Kirkus Reviews QR Code
THE DAEMON KNOWS by Harold Bloom Kirkus Star

THE DAEMON KNOWS

Literary Greatness and the American Sublime

by Harold Bloom

Pub Date: May 12th, 2015
ISBN: 978-0-8129-9782-8
Publisher: Spiegel & Grau

Elegiac, gracious literary ponderings that group and compare 12 giants of American literature.

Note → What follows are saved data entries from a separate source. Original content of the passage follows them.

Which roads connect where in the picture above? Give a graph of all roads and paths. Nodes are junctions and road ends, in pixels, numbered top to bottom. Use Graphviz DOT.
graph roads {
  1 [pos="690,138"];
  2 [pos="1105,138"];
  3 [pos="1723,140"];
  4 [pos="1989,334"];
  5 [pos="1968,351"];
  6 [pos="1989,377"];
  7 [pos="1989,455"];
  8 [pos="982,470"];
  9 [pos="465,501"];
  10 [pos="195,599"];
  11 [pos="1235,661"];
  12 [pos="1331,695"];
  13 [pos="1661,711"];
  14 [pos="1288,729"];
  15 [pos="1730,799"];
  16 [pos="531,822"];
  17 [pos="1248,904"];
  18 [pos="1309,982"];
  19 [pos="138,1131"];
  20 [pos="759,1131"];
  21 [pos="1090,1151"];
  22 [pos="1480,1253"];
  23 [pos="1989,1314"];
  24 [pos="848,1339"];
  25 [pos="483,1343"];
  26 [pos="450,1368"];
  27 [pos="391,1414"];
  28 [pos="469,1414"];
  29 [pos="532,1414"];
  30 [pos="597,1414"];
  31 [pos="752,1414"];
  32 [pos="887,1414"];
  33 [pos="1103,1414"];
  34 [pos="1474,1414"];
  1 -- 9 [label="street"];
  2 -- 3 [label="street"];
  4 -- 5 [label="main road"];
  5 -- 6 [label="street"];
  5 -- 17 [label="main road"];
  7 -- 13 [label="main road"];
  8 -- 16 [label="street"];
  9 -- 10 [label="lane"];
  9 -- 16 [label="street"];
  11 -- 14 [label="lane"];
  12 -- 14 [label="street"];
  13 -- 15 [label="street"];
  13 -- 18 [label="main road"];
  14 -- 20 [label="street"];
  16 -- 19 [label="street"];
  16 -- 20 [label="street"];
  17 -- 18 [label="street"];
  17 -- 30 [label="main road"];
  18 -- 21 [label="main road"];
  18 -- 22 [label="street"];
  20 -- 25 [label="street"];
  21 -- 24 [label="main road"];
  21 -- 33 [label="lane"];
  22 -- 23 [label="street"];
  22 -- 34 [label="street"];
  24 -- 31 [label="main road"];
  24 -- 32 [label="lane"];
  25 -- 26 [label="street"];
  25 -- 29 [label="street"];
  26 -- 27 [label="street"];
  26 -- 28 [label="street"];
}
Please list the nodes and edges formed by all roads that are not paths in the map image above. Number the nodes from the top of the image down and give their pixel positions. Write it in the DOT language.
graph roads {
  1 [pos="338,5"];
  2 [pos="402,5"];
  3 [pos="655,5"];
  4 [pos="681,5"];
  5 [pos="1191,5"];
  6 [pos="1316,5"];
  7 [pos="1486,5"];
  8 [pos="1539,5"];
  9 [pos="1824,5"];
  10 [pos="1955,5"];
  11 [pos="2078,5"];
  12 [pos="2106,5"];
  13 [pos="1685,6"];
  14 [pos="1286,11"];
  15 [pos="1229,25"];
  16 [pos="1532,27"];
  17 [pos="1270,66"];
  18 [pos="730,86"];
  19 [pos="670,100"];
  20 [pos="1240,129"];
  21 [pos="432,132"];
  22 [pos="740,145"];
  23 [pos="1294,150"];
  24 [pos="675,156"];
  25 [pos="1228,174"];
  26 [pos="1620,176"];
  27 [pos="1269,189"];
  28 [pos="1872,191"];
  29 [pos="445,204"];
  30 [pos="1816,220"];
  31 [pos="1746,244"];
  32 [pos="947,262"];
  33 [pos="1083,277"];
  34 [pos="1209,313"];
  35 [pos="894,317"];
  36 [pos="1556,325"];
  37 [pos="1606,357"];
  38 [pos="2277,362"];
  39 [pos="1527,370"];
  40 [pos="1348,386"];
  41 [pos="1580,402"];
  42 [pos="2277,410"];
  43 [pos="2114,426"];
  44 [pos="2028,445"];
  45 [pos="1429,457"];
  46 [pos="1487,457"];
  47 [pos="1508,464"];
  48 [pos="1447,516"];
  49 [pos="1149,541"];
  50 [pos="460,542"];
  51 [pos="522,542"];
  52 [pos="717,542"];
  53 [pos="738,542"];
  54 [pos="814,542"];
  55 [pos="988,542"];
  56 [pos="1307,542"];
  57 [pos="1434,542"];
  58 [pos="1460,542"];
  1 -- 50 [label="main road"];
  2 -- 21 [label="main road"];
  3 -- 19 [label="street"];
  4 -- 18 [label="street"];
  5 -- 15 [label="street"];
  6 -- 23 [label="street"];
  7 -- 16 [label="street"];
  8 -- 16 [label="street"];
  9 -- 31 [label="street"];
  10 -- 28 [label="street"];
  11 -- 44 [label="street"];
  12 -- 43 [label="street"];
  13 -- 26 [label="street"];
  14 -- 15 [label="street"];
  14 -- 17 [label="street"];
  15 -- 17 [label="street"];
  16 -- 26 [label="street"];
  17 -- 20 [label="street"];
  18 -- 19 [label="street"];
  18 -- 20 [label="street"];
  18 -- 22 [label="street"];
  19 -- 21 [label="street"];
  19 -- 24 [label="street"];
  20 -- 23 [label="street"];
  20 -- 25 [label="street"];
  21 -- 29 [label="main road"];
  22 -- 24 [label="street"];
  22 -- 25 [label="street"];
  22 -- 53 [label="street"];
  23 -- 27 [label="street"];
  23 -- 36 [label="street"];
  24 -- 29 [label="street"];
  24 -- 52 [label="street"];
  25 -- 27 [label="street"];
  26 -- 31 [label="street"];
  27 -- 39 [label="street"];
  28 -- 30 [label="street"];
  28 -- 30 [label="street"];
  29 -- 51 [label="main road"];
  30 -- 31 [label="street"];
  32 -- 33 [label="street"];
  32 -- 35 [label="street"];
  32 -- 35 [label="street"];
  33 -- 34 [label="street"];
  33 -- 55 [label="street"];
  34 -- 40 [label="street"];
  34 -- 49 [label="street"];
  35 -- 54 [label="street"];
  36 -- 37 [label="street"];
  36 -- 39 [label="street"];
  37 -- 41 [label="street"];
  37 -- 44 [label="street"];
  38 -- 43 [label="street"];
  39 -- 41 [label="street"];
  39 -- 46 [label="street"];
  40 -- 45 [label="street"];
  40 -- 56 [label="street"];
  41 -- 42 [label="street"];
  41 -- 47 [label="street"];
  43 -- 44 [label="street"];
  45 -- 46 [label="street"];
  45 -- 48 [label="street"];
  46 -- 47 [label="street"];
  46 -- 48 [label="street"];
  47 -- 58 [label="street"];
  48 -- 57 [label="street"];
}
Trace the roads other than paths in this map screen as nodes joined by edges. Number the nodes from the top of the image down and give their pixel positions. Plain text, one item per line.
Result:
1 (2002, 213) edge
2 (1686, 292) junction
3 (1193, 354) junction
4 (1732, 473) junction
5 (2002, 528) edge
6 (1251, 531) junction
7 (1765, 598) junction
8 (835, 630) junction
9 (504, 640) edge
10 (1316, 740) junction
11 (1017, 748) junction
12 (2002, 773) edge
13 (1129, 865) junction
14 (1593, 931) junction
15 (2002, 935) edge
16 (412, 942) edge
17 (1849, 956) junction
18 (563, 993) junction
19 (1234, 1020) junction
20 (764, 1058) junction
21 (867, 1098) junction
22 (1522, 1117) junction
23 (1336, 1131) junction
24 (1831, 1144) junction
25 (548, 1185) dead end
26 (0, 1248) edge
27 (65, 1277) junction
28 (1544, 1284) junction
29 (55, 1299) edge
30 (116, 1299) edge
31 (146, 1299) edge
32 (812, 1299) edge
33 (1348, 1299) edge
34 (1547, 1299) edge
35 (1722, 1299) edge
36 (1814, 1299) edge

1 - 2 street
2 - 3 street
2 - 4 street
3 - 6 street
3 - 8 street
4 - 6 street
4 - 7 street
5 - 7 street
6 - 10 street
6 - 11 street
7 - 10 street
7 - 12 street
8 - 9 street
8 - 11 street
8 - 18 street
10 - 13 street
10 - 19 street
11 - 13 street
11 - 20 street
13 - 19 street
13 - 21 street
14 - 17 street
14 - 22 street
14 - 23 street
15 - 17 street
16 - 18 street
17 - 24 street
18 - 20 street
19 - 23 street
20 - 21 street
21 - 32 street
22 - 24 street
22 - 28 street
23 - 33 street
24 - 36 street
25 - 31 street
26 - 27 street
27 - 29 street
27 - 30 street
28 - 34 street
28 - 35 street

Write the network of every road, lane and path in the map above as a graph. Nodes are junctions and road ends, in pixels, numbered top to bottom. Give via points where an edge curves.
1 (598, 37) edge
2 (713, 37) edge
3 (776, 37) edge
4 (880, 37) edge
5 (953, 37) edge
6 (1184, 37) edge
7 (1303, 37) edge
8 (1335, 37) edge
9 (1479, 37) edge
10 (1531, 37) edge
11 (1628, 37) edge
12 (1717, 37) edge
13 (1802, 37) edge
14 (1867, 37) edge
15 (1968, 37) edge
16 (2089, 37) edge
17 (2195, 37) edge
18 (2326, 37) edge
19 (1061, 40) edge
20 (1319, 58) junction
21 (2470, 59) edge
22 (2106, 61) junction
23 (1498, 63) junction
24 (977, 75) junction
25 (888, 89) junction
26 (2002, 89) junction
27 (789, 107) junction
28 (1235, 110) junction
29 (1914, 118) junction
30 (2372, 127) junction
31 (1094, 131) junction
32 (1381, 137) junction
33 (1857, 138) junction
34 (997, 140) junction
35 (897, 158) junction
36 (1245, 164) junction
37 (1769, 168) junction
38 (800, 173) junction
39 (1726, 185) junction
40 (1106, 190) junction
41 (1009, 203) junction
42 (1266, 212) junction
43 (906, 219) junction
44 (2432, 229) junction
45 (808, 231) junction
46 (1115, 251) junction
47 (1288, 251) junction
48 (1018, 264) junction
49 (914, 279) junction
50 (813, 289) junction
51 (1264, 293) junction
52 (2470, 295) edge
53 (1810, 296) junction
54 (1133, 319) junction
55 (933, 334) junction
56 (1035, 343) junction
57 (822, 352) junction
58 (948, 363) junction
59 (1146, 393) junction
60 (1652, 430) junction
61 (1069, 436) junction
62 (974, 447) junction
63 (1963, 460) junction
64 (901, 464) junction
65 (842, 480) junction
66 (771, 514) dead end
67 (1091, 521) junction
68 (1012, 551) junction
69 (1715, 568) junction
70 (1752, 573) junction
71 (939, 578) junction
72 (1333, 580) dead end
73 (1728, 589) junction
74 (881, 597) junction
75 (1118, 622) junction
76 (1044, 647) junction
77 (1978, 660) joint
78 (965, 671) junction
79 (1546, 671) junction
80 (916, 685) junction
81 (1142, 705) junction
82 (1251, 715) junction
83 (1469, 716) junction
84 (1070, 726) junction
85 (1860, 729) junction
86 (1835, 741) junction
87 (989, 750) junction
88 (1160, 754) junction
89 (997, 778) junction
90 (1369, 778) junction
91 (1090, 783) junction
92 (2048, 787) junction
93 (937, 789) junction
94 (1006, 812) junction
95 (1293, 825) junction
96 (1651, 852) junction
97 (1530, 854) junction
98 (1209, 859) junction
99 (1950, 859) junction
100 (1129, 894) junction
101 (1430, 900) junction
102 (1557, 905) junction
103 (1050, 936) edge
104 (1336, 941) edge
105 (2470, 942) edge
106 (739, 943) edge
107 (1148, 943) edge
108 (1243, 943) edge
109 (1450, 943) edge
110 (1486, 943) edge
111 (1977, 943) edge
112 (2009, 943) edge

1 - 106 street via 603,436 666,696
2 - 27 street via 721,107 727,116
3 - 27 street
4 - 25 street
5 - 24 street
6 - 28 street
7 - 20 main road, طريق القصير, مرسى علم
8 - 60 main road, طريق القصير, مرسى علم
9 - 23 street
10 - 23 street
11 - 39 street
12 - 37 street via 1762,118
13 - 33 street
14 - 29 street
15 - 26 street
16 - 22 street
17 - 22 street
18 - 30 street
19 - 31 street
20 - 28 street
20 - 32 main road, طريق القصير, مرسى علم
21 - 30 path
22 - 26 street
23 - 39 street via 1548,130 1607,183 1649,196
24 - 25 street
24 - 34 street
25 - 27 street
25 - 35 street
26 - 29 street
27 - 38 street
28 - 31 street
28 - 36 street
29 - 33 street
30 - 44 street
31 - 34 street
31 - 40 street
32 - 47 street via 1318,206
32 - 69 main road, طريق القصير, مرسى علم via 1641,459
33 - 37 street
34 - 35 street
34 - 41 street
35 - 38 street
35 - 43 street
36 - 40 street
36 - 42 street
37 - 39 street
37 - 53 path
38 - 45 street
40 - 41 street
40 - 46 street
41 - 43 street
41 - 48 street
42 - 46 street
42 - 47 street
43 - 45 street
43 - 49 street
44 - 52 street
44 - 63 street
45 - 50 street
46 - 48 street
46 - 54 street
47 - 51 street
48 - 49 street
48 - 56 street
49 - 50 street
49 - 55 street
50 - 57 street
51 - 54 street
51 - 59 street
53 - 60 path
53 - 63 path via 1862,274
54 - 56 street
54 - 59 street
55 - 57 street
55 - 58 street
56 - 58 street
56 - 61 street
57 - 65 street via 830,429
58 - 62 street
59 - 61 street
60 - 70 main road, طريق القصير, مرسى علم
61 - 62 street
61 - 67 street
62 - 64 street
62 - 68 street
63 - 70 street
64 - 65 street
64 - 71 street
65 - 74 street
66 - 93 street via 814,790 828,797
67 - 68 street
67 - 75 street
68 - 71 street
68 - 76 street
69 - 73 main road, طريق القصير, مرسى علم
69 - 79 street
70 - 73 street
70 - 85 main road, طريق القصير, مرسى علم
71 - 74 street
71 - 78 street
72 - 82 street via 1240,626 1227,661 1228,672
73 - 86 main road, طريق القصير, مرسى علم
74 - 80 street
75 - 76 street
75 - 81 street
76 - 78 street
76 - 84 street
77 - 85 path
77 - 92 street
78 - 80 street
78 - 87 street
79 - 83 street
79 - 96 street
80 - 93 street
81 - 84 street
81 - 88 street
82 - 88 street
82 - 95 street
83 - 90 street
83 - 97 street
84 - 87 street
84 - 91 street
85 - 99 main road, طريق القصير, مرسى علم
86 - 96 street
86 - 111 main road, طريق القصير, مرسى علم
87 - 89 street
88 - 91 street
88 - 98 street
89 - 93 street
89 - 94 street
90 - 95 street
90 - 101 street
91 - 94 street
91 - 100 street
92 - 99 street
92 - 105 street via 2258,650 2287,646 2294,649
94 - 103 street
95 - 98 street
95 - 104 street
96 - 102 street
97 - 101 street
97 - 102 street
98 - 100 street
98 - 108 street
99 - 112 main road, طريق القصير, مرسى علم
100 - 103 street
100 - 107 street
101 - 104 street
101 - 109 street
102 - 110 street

Pairing these seminal authors of the “American Sublime” sometimes by influence (Nathaniel Hawthorne and Henry James) or because they are contemporaneous (Walt Whitman and Herman Melville) or populist and ironical (Mark Twain and Robert Frost), literary titan Bloom (Humanities/Yale Univ.; The Shadow of a Great Rock: A Literary Appreciation of the King James Bible, 2011, etc.) lends his enormous, shaggy erudition to their works. Now 84, the author examines the poems of Whitman or of Hart Crane (his avowed favorite), as well as such characters as Isabel Archer from James’ novel The Portrait of a Lady, Candace Compson from William Faulkner’s The Sound and the Fury, and Hester Prynne from Hawthorne’s The Scarlet Letter. Wildness might be another way of characterizing the “daemonic” elements in the works of these authors, a ferocious unbounded self-reliance, as espoused in Ralph Waldo Emerson, who was full of ambivalence, pageantry, and “heroic erotic vitality.” With each author, Bloom carefully considers his or her specific work (Emily Dickinson is the only female), cited in fairly robust extracts, in terms of “tricks, turns and tropes of poetic language,” which he delights in tossing up and playing with—e.g., Shakespearean influences and great American tropes such as the white blankness of Ahab’s whale. Yet as gossamer as Bloom’s pearls of literary wisdom are, his personal digressions seem most true, striking, and poignant. He characterizes himself as the “Yiddish-speaking Bronx proletarian” who arrived at Yale at age 21 and was not made to feel welcome. He brought with him a boundless enthusiasm for Hart Crane and uneasiness with the “genteel anti-Semitism” of T.S. Eliot (one of Bloom’s “Greats,” but grudgingly so).

As always, Bloom conveys the intimate, urgent, compelling sense of why it matters that we read these canonical authors.